非晶碳（a-C）与PAO油复合材料的摩擦学性能对机械系统至关重要。然而，PAO油中不饱和AO分子在变载荷下对a-C/PAO体系的影响使实验表征和对摩擦机制的理解复杂化。本文采用反应分子动力学模拟方法，系统研究了AO分子对变载荷条件下a-C/PAO复合材料摩擦行为的影响。结果揭示了不同的压力依赖机制控制摩擦学行为，突出了流体动力润滑和界面钝化之间的相互作用。在低接触压力下，摩擦行为主要由流体动力润滑控制，其中AO链长度的增加会降低润滑剂的流动性。当接触压力增加到50 GPa时，摩擦界面转变为烃类钝化和C-C键形成的竞争性相互作用，但AO分子诱导的界面钝化程度导致了摩擦性能的变化。当压力从50gpa进一步恢复到5时，长链AO分子断裂成更短的片段，削弱了系统之间界面结构的差异。

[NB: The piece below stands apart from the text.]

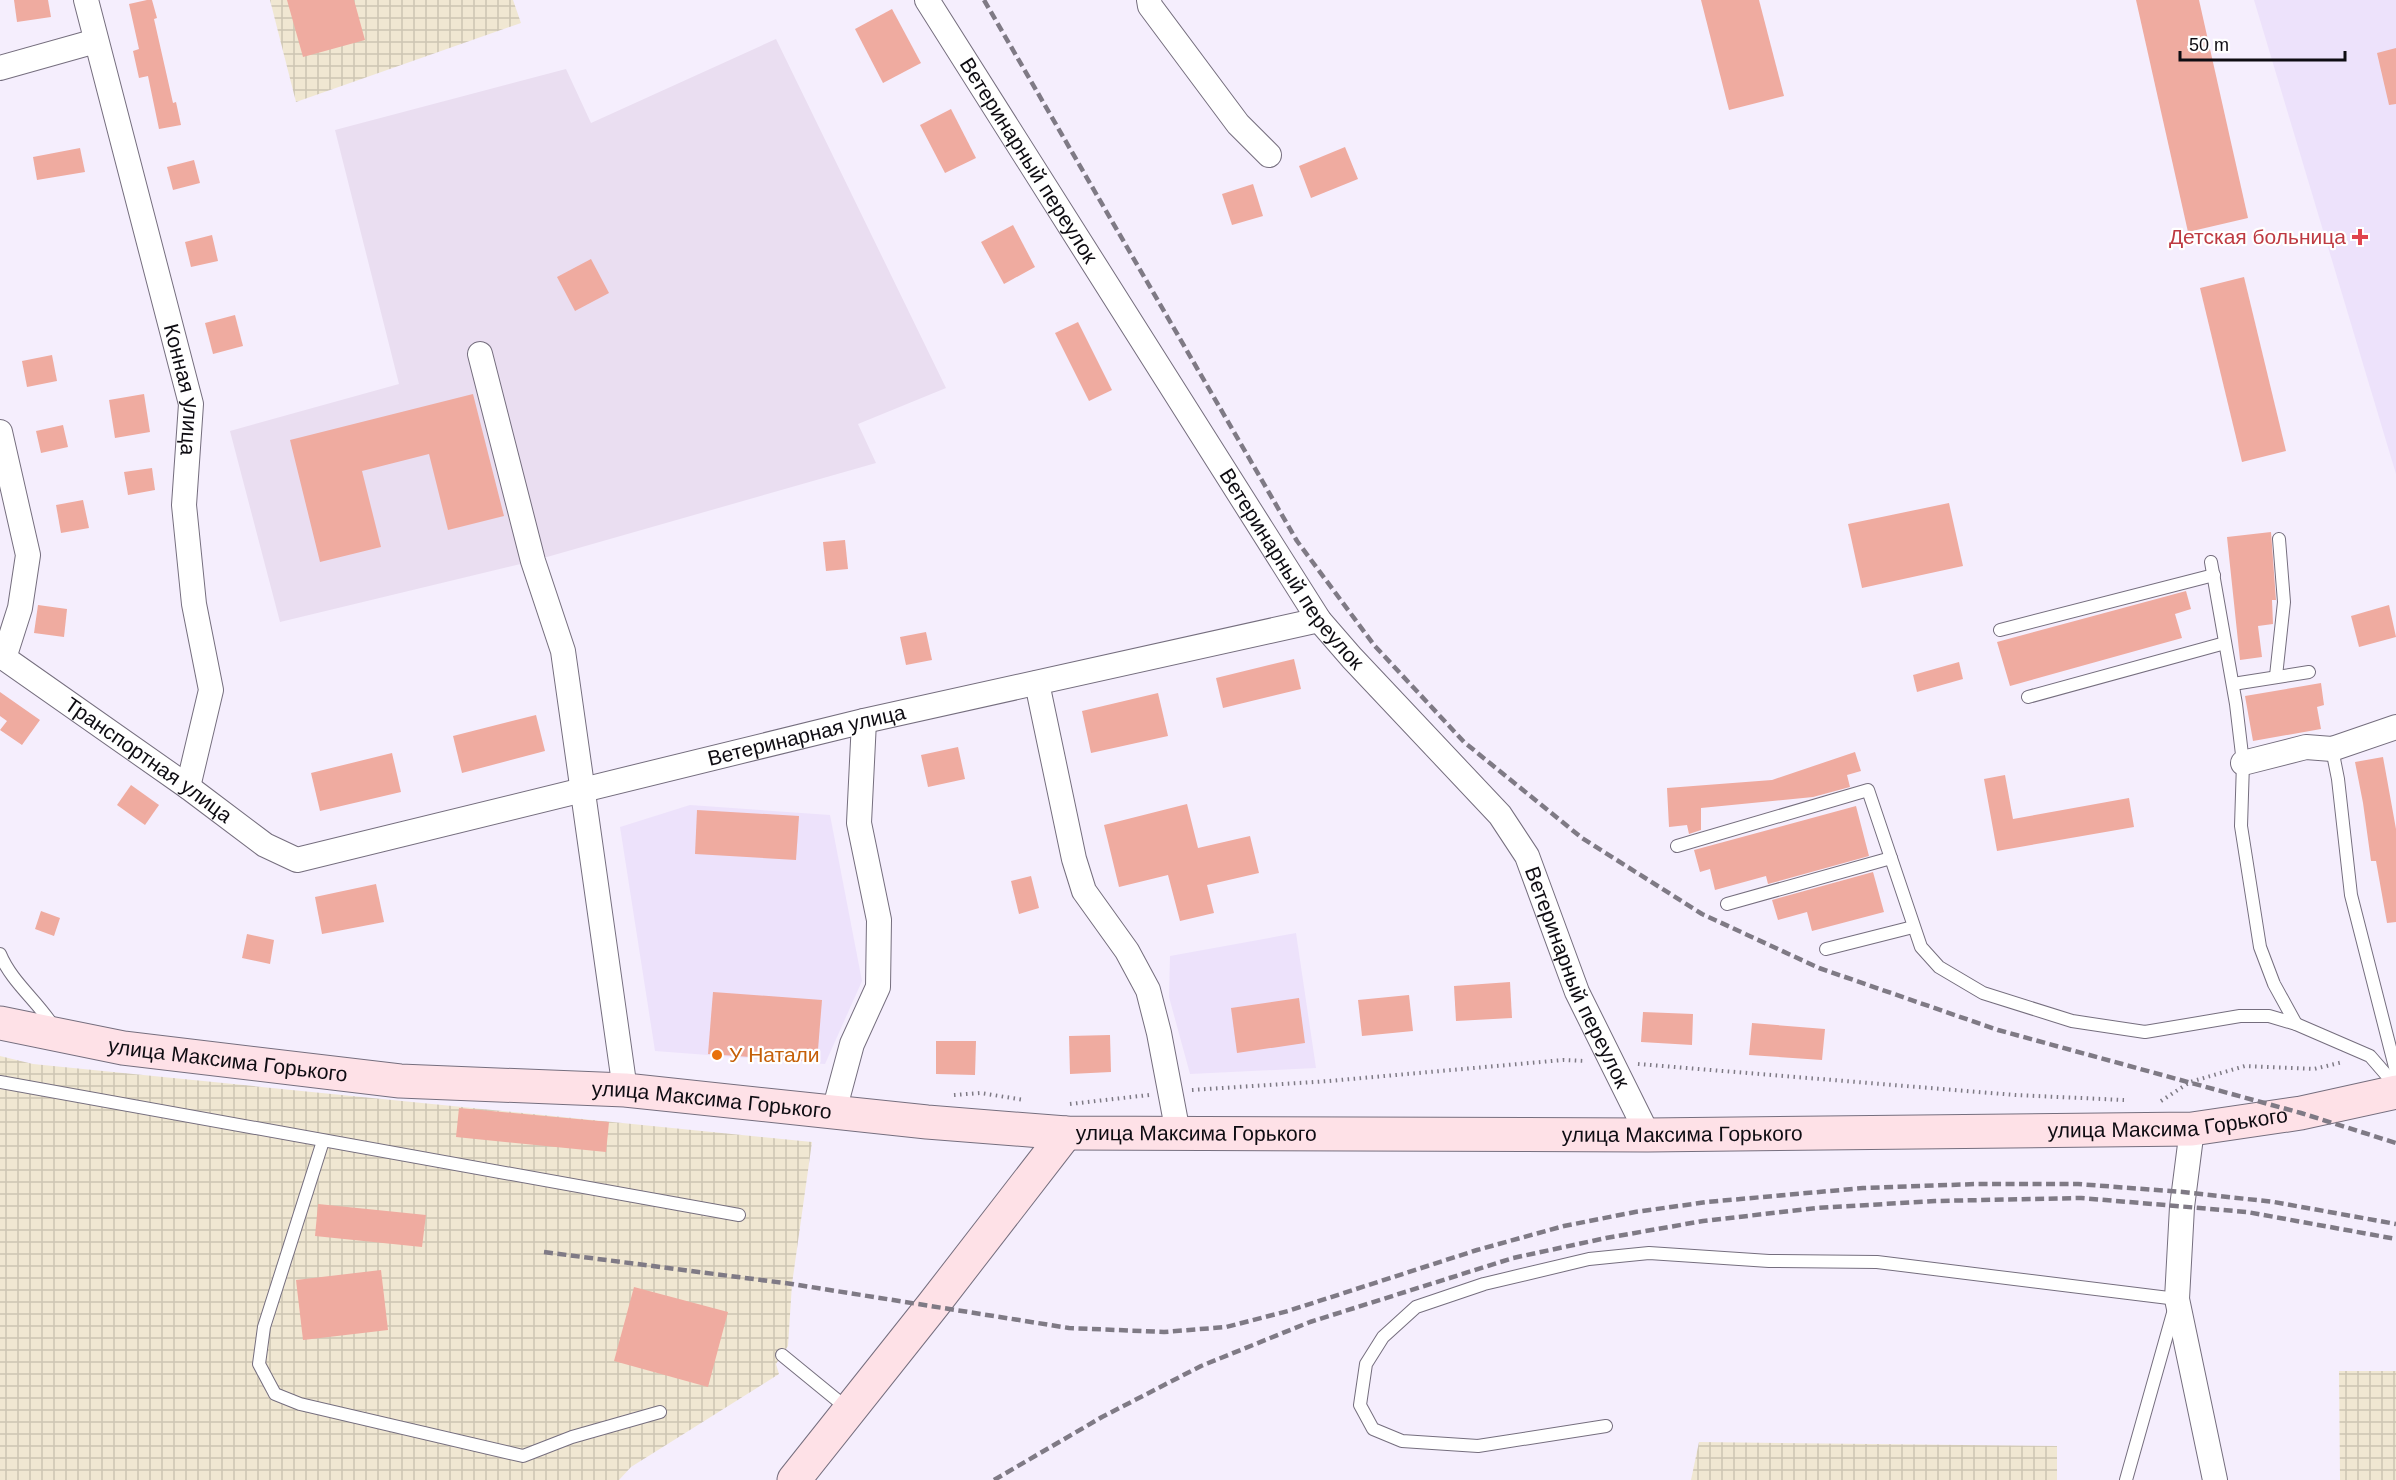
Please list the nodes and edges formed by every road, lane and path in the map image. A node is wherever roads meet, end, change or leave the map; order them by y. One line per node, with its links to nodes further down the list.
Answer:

这些结果加深了对a-C/PAO体系中AO分子摩擦机理的理解，为设计高性能润滑系统提供了理论指导。

本文章由计算机程序翻译，如有差异，请以英文原文为准。

求助全文

约1分钟内获得全文求助全文

来源期刊

Applied Surface Science 工程技术-材料科学：膜

CiteScore

12.50

自引率

7.50%

发文量

3393

审稿时长

67 days

期刊介绍： Applied Surface Science covers topics contributing to a better understanding of surfaces, interfaces, nanostructures and their applications. The journal is concerned with scientific research on the atomic and molecular level of material properties determined with specific surface analytical techniques and/or computational methods, as well as the processing of such structures.